Beim Brustkrebs wird in vielen Fällen das Wachstum der Krebszellen durch weibliche Geschlechtshormone stimuliert. Eine antihormonelle Therapie kann diesem Mechanismus entgegenwirken.
Die weibliche Brust entwickelt sich unter dem Einfluss des Geschlechtshormons Östrogen (und Progesteron). Damit dieses seine Wirkung entfalten kann, befinden sich auf den Zellen des Brustdrüsengewebes spezielle Andockstellen, so genannte Rezeptoren, an die das Östrogen binden kann. Da Brustkrebs durch Entartung aus normalen Brustdrüsenzellen entsteht, besitzen auch die Tumorzellen oft Rezeptoren für dieses Hormon. Dies ist bei etwa zwei Dritteln der Patientinnen mit bösartigen Brusttumoren der Fall. Für Frauen, bei denen ein solcher hormonrezeptor-positiver Brustkrebs vorliegt, ergibt sich eine weitere Therapieoption: die Antihormontherapie.

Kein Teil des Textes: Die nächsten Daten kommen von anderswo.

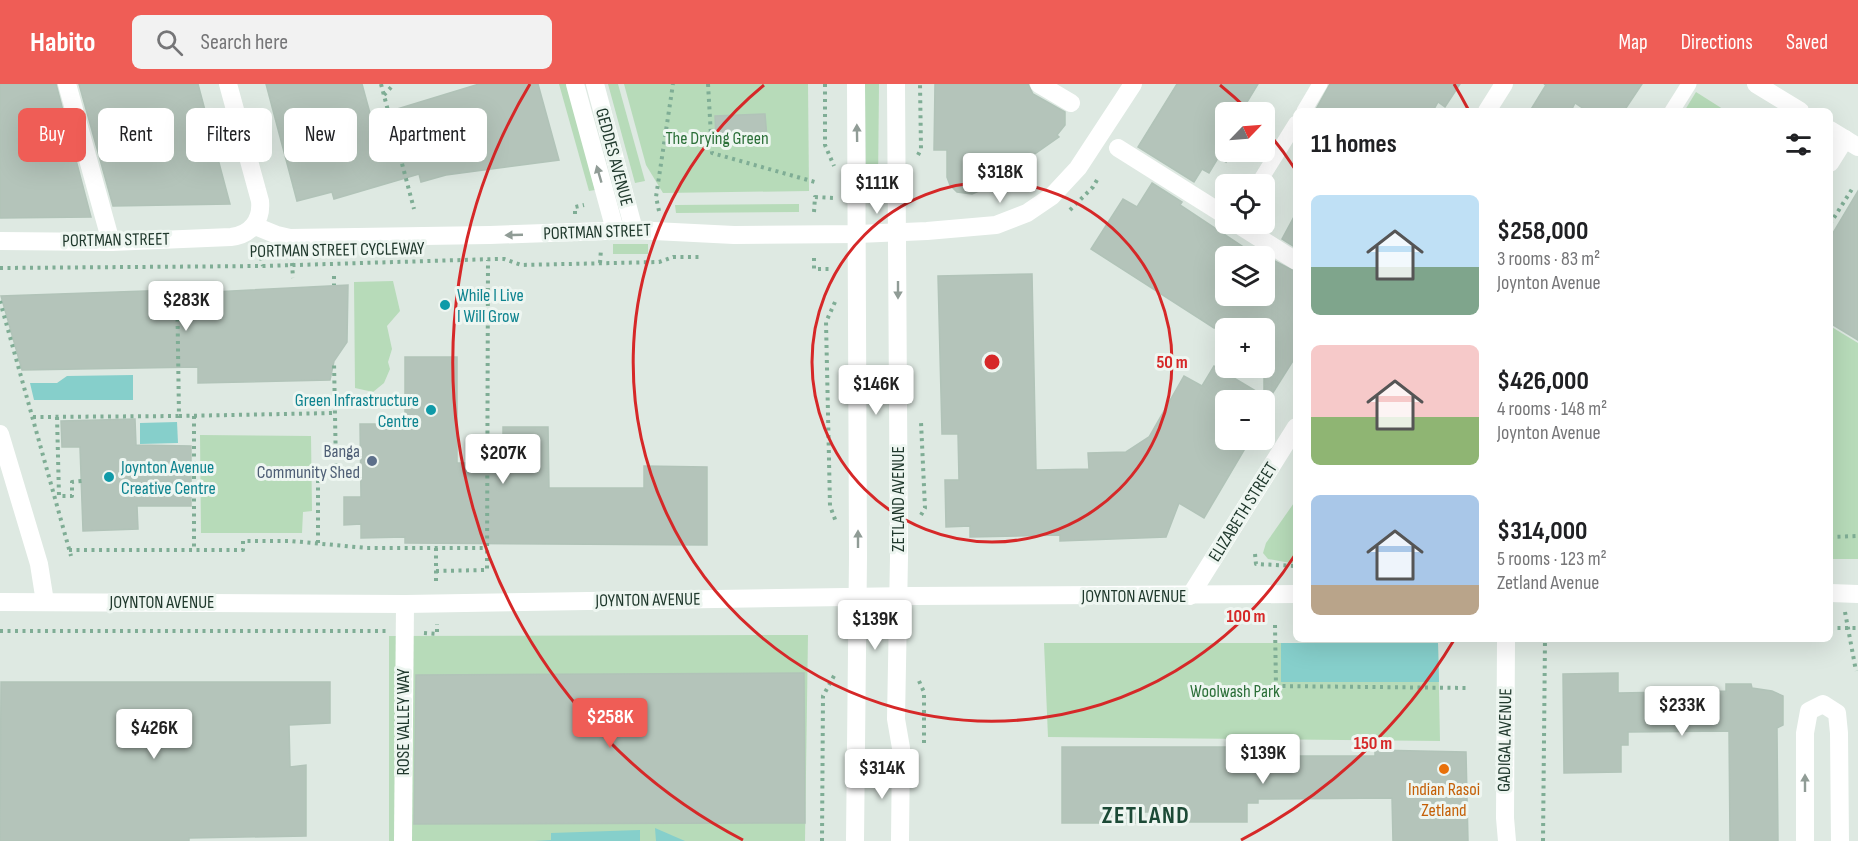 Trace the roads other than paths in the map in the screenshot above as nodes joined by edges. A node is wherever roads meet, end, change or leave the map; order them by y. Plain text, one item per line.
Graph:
1 (67, 84) edge
2 (228, 84) edge
3 (575, 84) edge
4 (595, 84) edge
5 (856, 84) edge
6 (896, 84) edge
7 (1039, 84) edge
8 (1133, 84) edge
9 (1320, 84) edge
10 (1504, 84) edge
11 (1689, 84) edge
12 (1756, 84) edge
13 (1071, 103) dead end
14 (1306, 108) edge
15 (1489, 108) edge
16 (1674, 108) edge
17 (1795, 108) edge
18 (1293, 128) edge
19 (1844, 139) edge
20 (1118, 148) dead end
21 (1833, 158) edge
22 (1264, 174) edge
23 (1215, 209) edge
24 (255, 226) junction
25 (615, 230) junction
26 (634, 230) junction
27 (898, 232) junction
28 (858, 234) junction
29 (1253, 234) edge
30 (0, 242) edge
31 (111, 242) junction
32 (1293, 259) edge
33 (1293, 432) edge
34 (0, 434) edge
35 (1293, 594) edge
36 (1190, 596) junction
37 (857, 597) junction
38 (898, 597) junction
39 (0, 602) edge
40 (45, 602) junction
41 (405, 604) junction
42 (1506, 642) edge
43 (402, 841) edge
44 (855, 841) edge
45 (900, 841) edge
46 (1507, 841) edge
47 (1805, 841) edge
48 (1840, 841) edge

1 - 31 street
2 - 24 street
25 -> 3 street, GEDDES AVENUE
4 - 26 street, GEDDES AVENUE
28 -> 5 street
6 - 27 street, ZETLAND AVENUE
7 - 13 street
8 - 27 street, PORTMAN STREET
9 - 14 lane
10 - 15 street
11 - 16 lane
12 - 17 street
18 - 22 lane
19 - 21 street
20 - 23 street
25 -> 24 street, PORTMAN STREET
24 - 31 street, PORTMAN STREET
25 - 26 street, PORTMAN STREET
26 - 28 street, PORTMAN STREET
27 - 28 street, PORTMAN STREET
27 -> 38 street, ZETLAND AVENUE
37 -> 28 street
29 - 32 street
30 - 31 street, PORTMAN STREET
33 - 36 street, ELIZABETH STREET
34 - 40 street
35 - 36 street, JOYNTON AVENUE
36 - 38 street, JOYNTON AVENUE
37 - 38 street, JOYNTON AVENUE
37 - 41 street, JOYNTON AVENUE
37 - 44 street
38 - 45 street, ZETLAND AVENUE
39 - 40 street, JOYNTON AVENUE
40 - 41 street, JOYNTON AVENUE
41 - 43 street, ROSE VALLEY WAY
42 - 46 street, GADIGAL AVENUE
47 -> 48 street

Neben Operation und Chemotherapie kann bei Patientinnen mit hormonrezeptor-positivem Tumor eine unterstützende (adjuvante) Antihormontherapie durchgeführt werden. Dadurch wird dem Tumor das Hormon und damit seine wachstumsfördernde Grundlage entzogen. Eine Antihormontherapie erfolgt meist im Anschluss an eine Operation, eine Chemo- und/oder Strahlentherapie über einen Zeitraum von fünf bis zehn Jahren. Frauen mit hormonrezeptor-negativen Tumoren profitieren von dieser Therapie leider nicht.

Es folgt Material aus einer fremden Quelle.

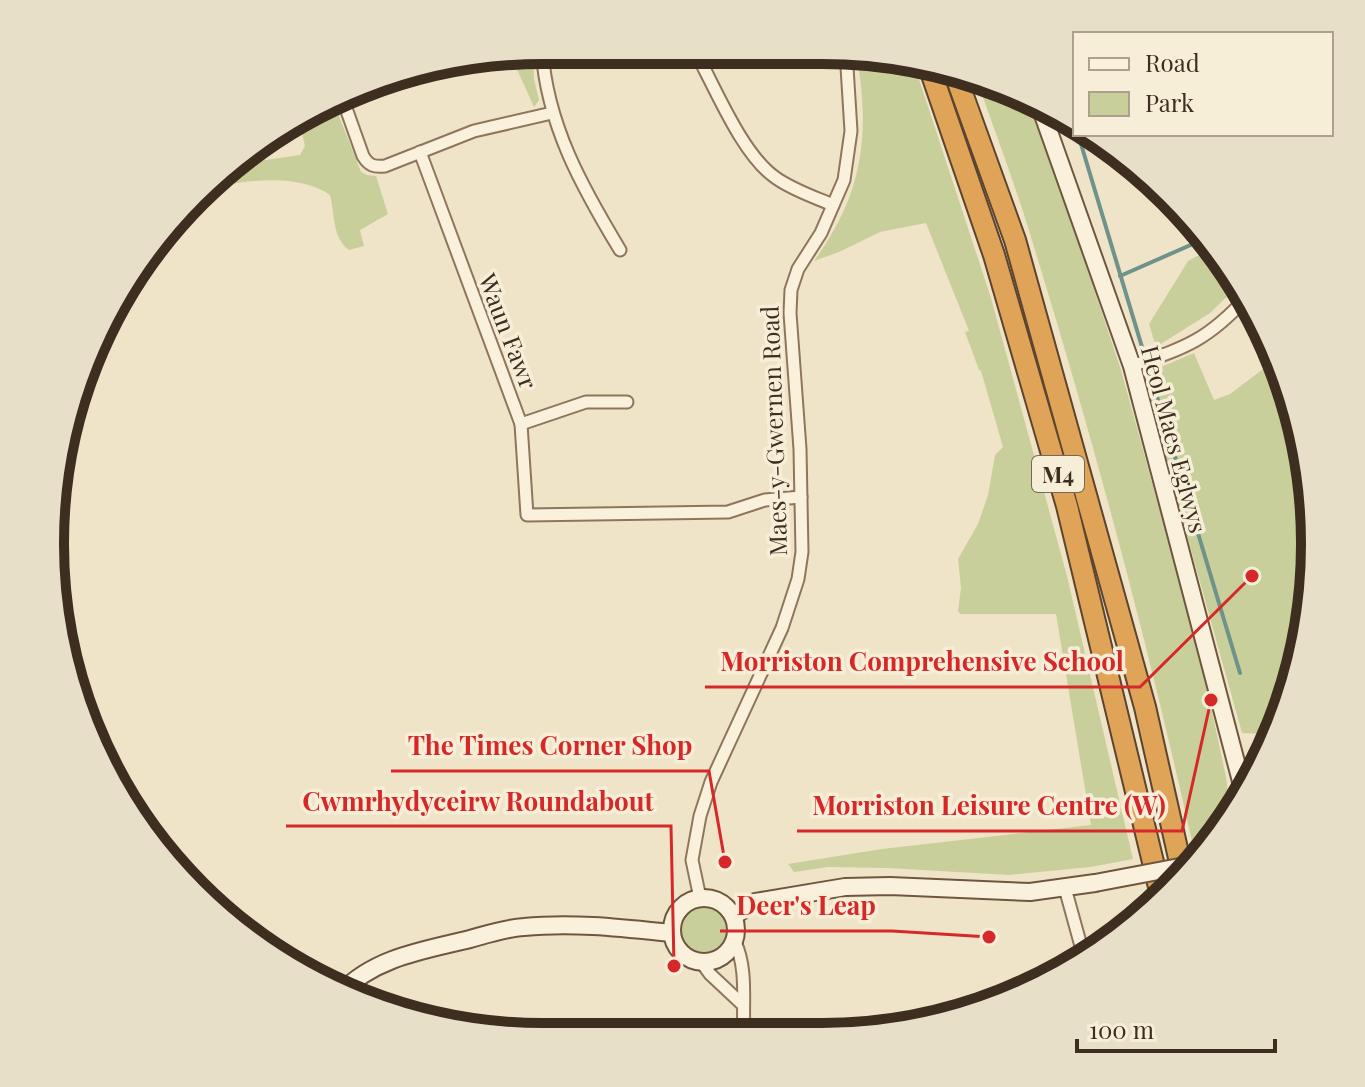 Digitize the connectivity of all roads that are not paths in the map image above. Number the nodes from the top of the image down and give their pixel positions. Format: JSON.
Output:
{"nodes":[{"id":1,"x":544,"y":64,"type":"edge"},
{"id":2,"x":702,"y":64,"type":"edge"},
{"id":3,"x":847,"y":65,"type":"edge"},
{"id":4,"x":933,"y":77,"type":"edge"},
{"id":5,"x":959,"y":84,"type":"edge"},
{"id":6,"x":345,"y":107,"type":"edge"},
{"id":7,"x":552,"y":113,"type":"junction"},
{"id":8,"x":1044,"y":119,"type":"edge"},
{"id":9,"x":420,"y":152,"type":"junction"},
{"id":10,"x":833,"y":205,"type":"junction"},
{"id":11,"x":620,"y":250,"type":"dead end"},
{"id":12,"x":1238,"y":306,"type":"edge"},
{"id":13,"x":1132,"y":366,"type":"junction"},
{"id":14,"x":627,"y":402,"type":"dead end"},
{"id":15,"x":521,"y":424,"type":"junction"},
{"id":16,"x":801,"y":497,"type":"junction"},
{"id":17,"x":1240,"y":778,"type":"edge"},
{"id":18,"x":1180,"y":862,"type":"edge"},
{"id":19,"x":1175,"y":868,"type":"edge"},
{"id":20,"x":1159,"y":885,"type":"edge"},
{"id":21,"x":1065,"y":888,"type":"junction"},
{"id":22,"x":700,"y":898,"type":"junction"},
{"id":23,"x":734,"y":916,"type":"junction"},
{"id":24,"x":671,"y":933,"type":"junction"},
{"id":25,"x":735,"y":942,"type":"junction"},
{"id":26,"x":1081,"y":946,"type":"edge"},
{"id":27,"x":702,"y":963,"type":"junction"},
{"id":28,"x":353,"y":984,"type":"edge"},
{"id":29,"x":742,"y":1004,"type":"junction"},
{"id":30,"x":743,"y":1023,"type":"edge"}],
"edges":[{"from":1,"to":7,"type":"street"},
{"from":2,"to":10,"type":"street"},
{"from":3,"to":10,"type":"street","name":"Maes-y-Gwernen Road"},
{"from":4,"to":20,"type":"highway","number":"M4"},
{"from":5,"to":18,"type":"highway","number":"M4"},
{"from":6,"to":9,"type":"street"},
{"from":7,"to":9,"type":"street"},
{"from":7,"to":11,"type":"street"},
{"from":8,"to":13,"type":"street","name":"Heol Maes Eglwys"},
{"from":9,"to":15,"type":"street","name":"Waun Fawr"},
{"from":10,"to":16,"type":"street","name":"Maes-y-Gwernen Road"},
{"from":12,"to":13,"type":"street"},
{"from":13,"to":17,"type":"street","name":"Heol Maes Eglwys"},
{"from":14,"to":15,"type":"street","name":"Waun Fawr"},
{"from":15,"to":16,"type":"street"},
{"from":16,"to":22,"type":"street","name":"Maes-y-Gwernen Road"},
{"from":19,"to":21,"type":"street","bridge":true},
{"from":21,"to":23,"type":"street"},
{"from":21,"to":26,"type":"street"},
{"from":22,"to":23,"type":"street"},
{"from":22,"to":24,"type":"street"},
{"from":23,"to":25,"type":"street"},
{"from":24,"to":27,"type":"street"},
{"from":24,"to":28,"type":"street"},
{"from":25,"to":27,"type":"street"},
{"from":25,"to":29,"type":"street"},
{"from":27,"to":29,"type":"street"},
{"from":29,"to":30,"type":"street"}]}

Ein hormonrezeptor-positiver Brustkrebs wird unter dem Einfluss der weiblichen Geschlechtshormone in seinem Wachstum und seiner Zellteilung gefördert. Die antihormonelle Therapie zielt darauf ab, diesen Mechanismus auszuschalten. Hierfür gibt es zwei grundsätzliche Prinzipien:
Welche Methode zum Einsatz kommt, hängt sowohl von Alter und weiterer Lebensplanung der Patientin als auch vom Stadium der Krebserkrankung ab. Für die Wahl der Therapie spielt es außerdem eine Rolle, ob sich die Patienten vor oder nach den Wechseljahren befindet.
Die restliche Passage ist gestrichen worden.